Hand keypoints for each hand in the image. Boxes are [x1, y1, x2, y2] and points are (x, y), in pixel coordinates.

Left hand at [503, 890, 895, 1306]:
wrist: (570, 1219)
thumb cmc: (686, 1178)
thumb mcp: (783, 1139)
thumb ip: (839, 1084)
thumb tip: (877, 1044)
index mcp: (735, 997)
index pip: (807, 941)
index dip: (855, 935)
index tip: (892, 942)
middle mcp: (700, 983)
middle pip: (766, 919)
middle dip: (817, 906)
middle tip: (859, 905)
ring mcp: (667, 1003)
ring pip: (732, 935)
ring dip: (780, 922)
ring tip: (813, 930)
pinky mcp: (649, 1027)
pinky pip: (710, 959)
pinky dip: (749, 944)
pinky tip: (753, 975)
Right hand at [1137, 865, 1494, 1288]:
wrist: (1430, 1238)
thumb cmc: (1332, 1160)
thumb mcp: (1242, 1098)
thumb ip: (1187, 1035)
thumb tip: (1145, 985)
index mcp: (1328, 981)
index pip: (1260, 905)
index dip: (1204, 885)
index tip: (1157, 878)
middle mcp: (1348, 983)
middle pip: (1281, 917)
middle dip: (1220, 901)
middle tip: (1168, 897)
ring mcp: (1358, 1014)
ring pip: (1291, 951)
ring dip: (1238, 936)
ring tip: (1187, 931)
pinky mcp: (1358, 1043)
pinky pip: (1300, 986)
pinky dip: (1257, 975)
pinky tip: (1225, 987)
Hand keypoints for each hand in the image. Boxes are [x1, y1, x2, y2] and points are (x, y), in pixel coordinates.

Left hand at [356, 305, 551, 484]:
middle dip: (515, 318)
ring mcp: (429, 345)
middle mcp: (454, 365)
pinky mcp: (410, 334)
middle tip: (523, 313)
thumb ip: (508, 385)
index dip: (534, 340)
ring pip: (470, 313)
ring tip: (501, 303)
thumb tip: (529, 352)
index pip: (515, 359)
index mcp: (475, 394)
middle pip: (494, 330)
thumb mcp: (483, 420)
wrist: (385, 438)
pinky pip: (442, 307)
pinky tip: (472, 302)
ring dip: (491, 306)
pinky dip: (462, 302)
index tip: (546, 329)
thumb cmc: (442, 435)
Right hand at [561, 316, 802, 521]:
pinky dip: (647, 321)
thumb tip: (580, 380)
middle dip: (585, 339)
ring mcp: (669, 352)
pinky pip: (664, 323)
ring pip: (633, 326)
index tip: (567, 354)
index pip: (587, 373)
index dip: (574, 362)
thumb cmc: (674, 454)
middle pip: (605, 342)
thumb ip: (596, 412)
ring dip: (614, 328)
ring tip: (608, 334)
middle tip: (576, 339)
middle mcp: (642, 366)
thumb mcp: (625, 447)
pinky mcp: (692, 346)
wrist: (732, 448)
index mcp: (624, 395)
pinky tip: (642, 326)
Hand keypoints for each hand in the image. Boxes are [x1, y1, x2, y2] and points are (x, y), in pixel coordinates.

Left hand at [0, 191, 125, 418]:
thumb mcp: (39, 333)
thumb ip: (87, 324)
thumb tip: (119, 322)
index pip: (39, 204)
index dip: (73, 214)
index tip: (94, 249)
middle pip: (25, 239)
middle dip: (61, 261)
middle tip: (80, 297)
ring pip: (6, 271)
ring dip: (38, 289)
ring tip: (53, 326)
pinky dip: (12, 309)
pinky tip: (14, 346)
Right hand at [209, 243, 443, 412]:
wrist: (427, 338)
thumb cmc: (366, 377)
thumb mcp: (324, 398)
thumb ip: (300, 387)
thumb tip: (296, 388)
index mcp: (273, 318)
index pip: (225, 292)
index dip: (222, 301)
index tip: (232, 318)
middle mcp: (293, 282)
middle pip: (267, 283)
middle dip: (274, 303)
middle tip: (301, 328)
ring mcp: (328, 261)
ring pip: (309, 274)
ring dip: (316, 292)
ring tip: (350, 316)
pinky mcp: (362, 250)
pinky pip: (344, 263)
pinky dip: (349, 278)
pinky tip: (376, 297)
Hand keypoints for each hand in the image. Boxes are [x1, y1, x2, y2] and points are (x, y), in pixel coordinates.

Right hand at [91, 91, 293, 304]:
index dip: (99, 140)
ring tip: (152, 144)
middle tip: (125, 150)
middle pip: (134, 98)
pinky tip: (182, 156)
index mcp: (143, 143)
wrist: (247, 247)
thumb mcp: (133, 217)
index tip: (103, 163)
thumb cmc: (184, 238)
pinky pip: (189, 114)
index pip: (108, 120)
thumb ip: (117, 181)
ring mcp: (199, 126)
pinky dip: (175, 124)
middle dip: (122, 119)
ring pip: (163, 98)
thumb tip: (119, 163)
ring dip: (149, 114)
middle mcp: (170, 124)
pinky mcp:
+ + + + +
For the records above, give the number of lines that include the string "Left", with nothing added.

# [Task output]
3